Blade needs to be sharp and preferably scandi grind. I can make feathersticks with an axe but it needs to be sharp.
Hi Bruce
I tend to put the end of the stick on the ground and to one side of my body, (avoiding any main arteries). Then I use a straight arm technique to push down, with a firm grip on the knife and using my bodyweight things seem to happen slowly with more control.
Also you may care to try a different kind of knife?.
I also own a Mora as well as a WS/RM Micarta, Fallkniven F1 and a Northstar, and in my opinion I have much more control over the cutting depth using the two convex grinds on wood than the Scandi's, (I hope that hasn't opened a can of worms!), but I do find that the scandi's somtimes cut a little deeper than I intended. However this could be also be down to my own bad technique with a scandi as am only speaking from my limited personal experience.
Hope this helps but I am sure there will be better qualified members on the forum to advise you than me.
Nick
PS: If you get a convex grind knife I'm sure Jake may tell you about a very special piece of leather he uses to sharpen his!!!!
TheViking
19-02-2005, 12:06
PS: If you get a convex grind knife I'm sure Jake may tell you about a very special piece of leather he uses to sharpen his!!!!
Shh! Don't mention the name. It is the evil itself....... :shock:
:rolmao:
A quick tip for you ;-)..... try and use the curved bit of the blade (towards the tip) and not the straight edge to make the cut.... you feathers will curl alot more.
:-)
Ed
Bruce easier shown that written - bring some next meet up and I'll show you.

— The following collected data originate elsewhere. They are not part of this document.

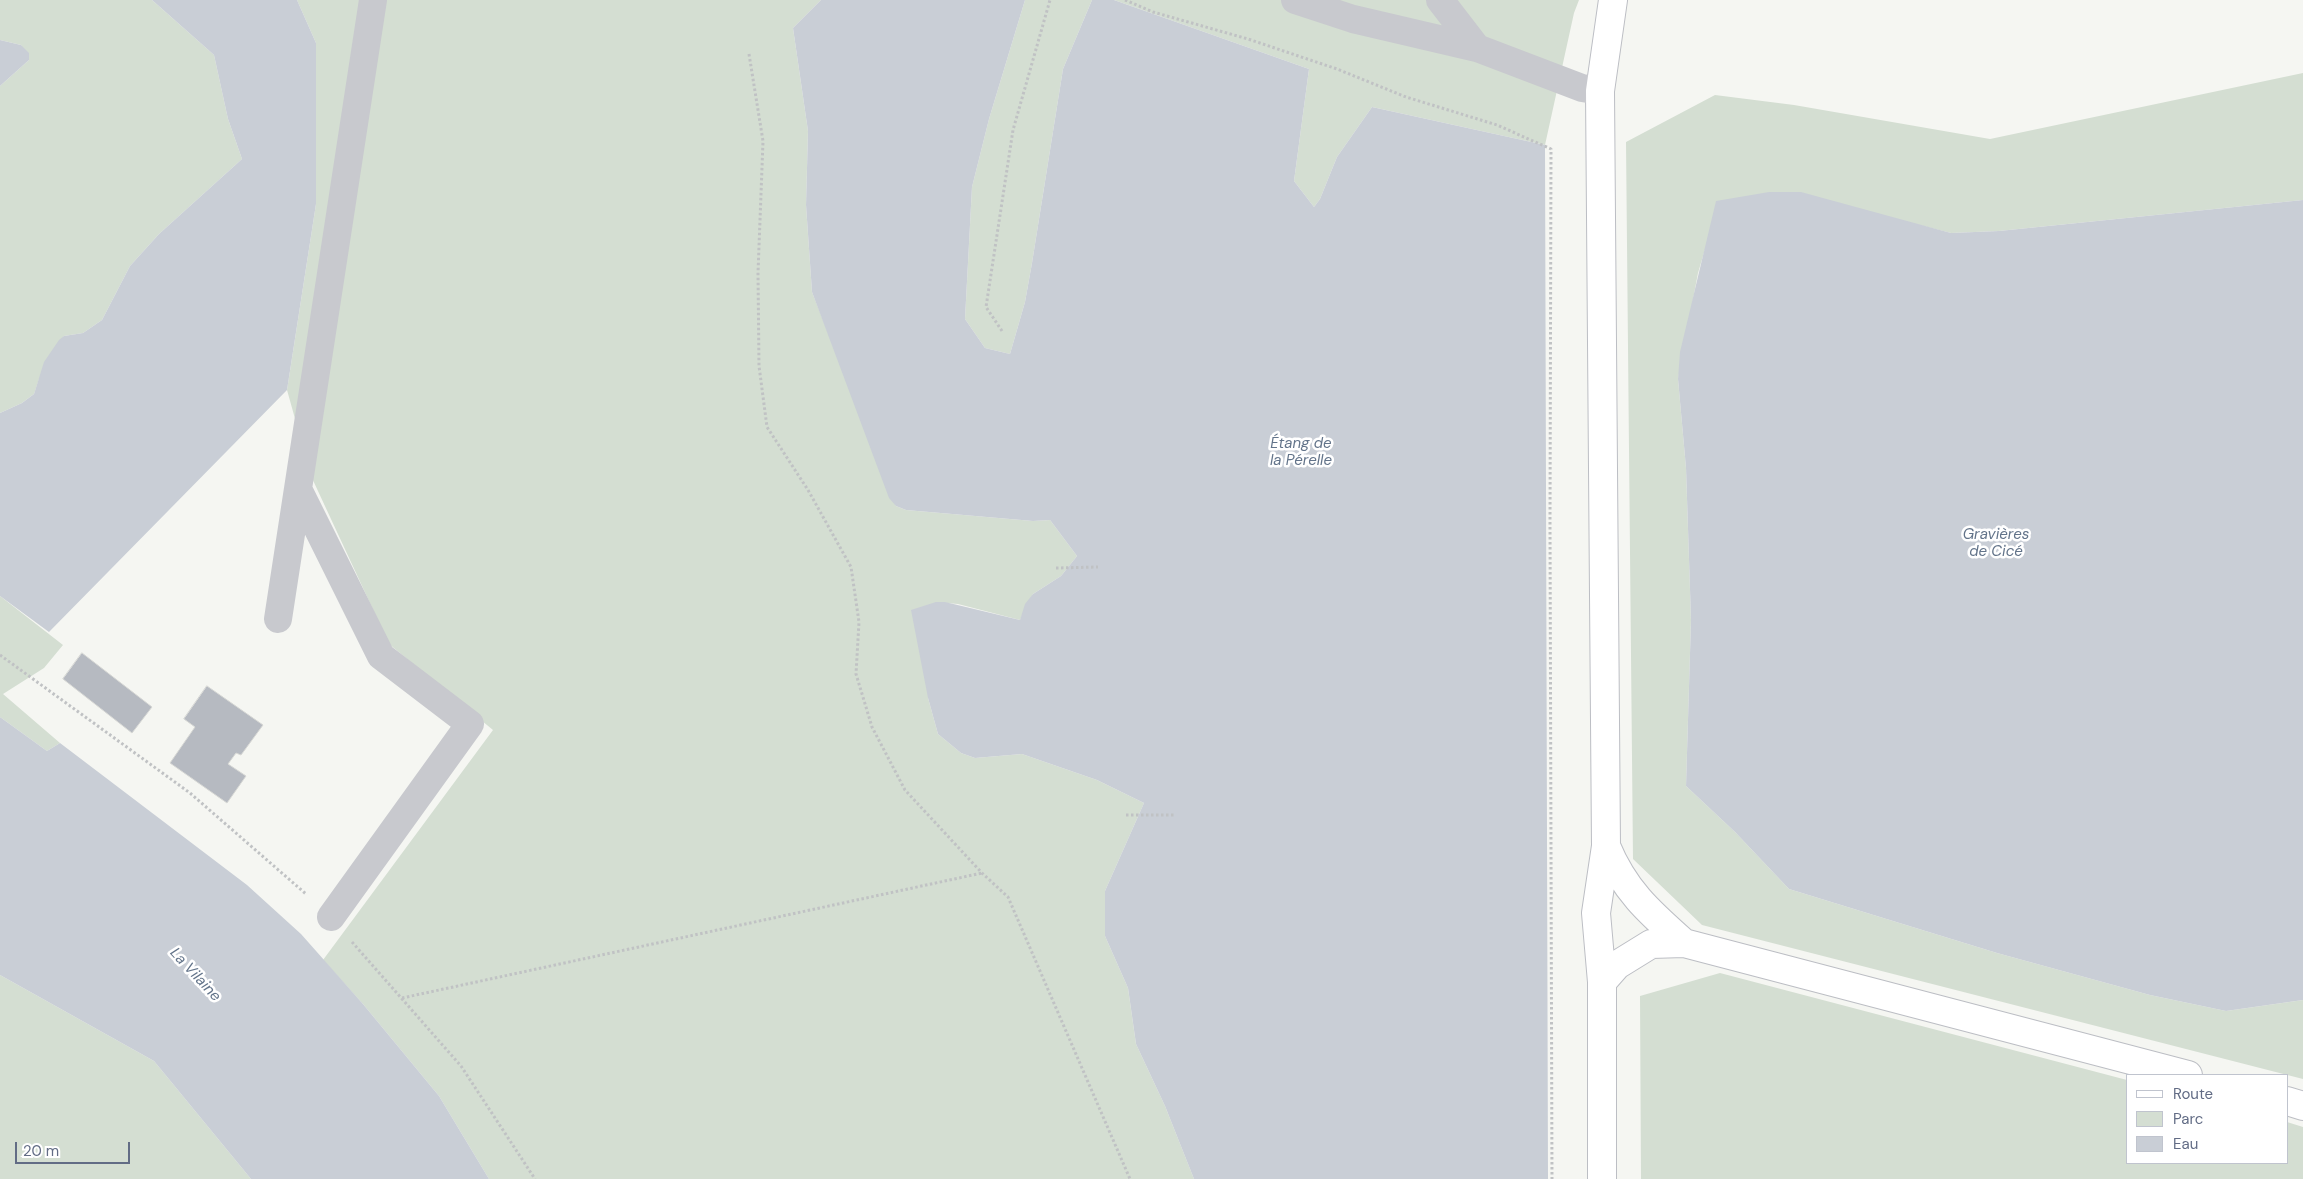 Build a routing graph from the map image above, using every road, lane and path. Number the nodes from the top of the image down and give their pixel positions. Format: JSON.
{"nodes":[{"id":1,"x":373,"y":0,"type":"edge"},
{"id":2,"x":1050,"y":0,"type":"edge"},
{"id":3,"x":1125,"y":0,"type":"edge"},
{"id":4,"x":1295,"y":0,"type":"edge"},
{"id":5,"x":1440,"y":0,"type":"edge"},
{"id":6,"x":1613,"y":0,"type":"edge"},
{"id":7,"x":1478,"y":48,"type":"junction"},
{"id":8,"x":749,"y":54,"type":"dead end"},
{"id":9,"x":1600,"y":91,"type":"junction"},
{"id":10,"x":1002,"y":331,"type":"dead end"},
{"id":11,"x":298,"y":489,"type":"junction"},
{"id":12,"x":1098,"y":567,"type":"dead end"},
{"id":13,"x":1056,"y":568,"type":"dead end"},
{"id":14,"x":278,"y":619,"type":"dead end"},
{"id":15,"x":0,"y":655,"type":"edge"},
{"id":16,"x":1126,"y":815,"type":"dead end"},
{"id":17,"x":1175,"y":815,"type":"dead end"},
{"id":18,"x":1606,"y":846,"type":"junction"},
{"id":19,"x":982,"y":873,"type":"junction"},
{"id":20,"x":331,"y":917,"type":"junction"},
{"id":21,"x":1684,"y":943,"type":"junction"},
{"id":22,"x":1602,"y":982,"type":"junction"},
{"id":23,"x":401,"y":998,"type":"junction"},
{"id":24,"x":2184,"y":1074,"type":"edge"},
{"id":25,"x":2288,"y":1101,"type":"edge"},
{"id":26,"x":2303,"y":1106,"type":"edge"},
{"id":27,"x":535,"y":1179,"type":"edge"},
{"id":28,"x":1130,"y":1179,"type":"edge"},
{"id":29,"x":1552,"y":1179,"type":"edge"},
{"id":30,"x":1602,"y":1179,"type":"edge"}],
"edges":[{"from":1,"to":11,"type":"street"},
{"from":2,"to":10,"type":"path"},
{"from":3,"to":29,"type":"path"},
{"from":4,"to":7,"type":"street"},
{"from":5,"to":7,"type":"street"},
{"from":6,"to":9,"type":"main road"},
{"from":7,"to":9,"type":"street"},
{"from":8,"to":19,"type":"path"},
{"from":9,"to":18,"type":"main road"},
{"from":11,"to":14,"type":"street"},
{"from":11,"to":20,"type":"street"},
{"from":12,"to":13,"type":"path"},
{"from":15,"to":20,"type":"path"},
{"from":16,"to":17,"type":"path"},
{"from":18,"to":21,"type":"main road"},
{"from":18,"to":22,"type":"main road"},
{"from":19,"to":23,"type":"path"},
{"from":19,"to":28,"type":"path"},
{"from":20,"to":23,"type":"path"},
{"from":21,"to":22,"type":"main road"},
{"from":21,"to":24,"type":"main road"},
{"from":22,"to":30,"type":"main road"},
{"from":23,"to":27,"type":"path"},
{"from":25,"to":26,"type":"main road"}]}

What are feathersticks and what do you use them for???
Dave Farrant
19-02-2005, 13:11
A feather stick is a piece of wood which you "shave" to acheive a feathered effect which is then easier to light (fire making).
Kim,
In places where you can't find dry tinder lying around, sometimes you need to make your own and one of the best ways to do this is find some dry wood and shave it nice and thin so that it burns easily.
http://www4.gvsu.edu/triert/cache/articles/t1/mora_plus_matchsafe_v4.jpg
Hi :)
I personally don't like feathersticks to start fires. I prefer splitting the wood into very thin kindling, lighting the thinnest ones first. But that's just me :)
Something nobody mentions about feathersticks is that you need some fairly straight grained wood, otherwise it's extremely hard to do. The trick is to cut between the fibers, and never across them (totherwise you've just created a chip...).
In my experience, it's easier and faster to split your wood than to make feathersticks. It's also easier to start a fire with tiny splits than with feathersticks, unless you create a lot... I mean a LOT of feathers.
Cheers,
David
Of course, I remember what they are now...must have wiped that one from my memory because I got really angry on my woodlore course because I kept slicing the feathers off!!!! I was ready to light a fire with my temper.
Of course, I remember what they are now...must have wiped that one from my memory because I got really angry on my woodlore course because I kept slicing the feathers off!!!! I was ready to light a fire with my temper.
Kim in the colder places where wood is at a premium that is the favoured technique! Making long feather sticks with the pretense of being able to move them has little practical use - using one 'stick' to make a big bundle of feathers makes more sense.
Theres also another technique called afuzz stick which takes no skill with a knife - you can even use a stone - to produce and these work well too - ask me to show you sometime.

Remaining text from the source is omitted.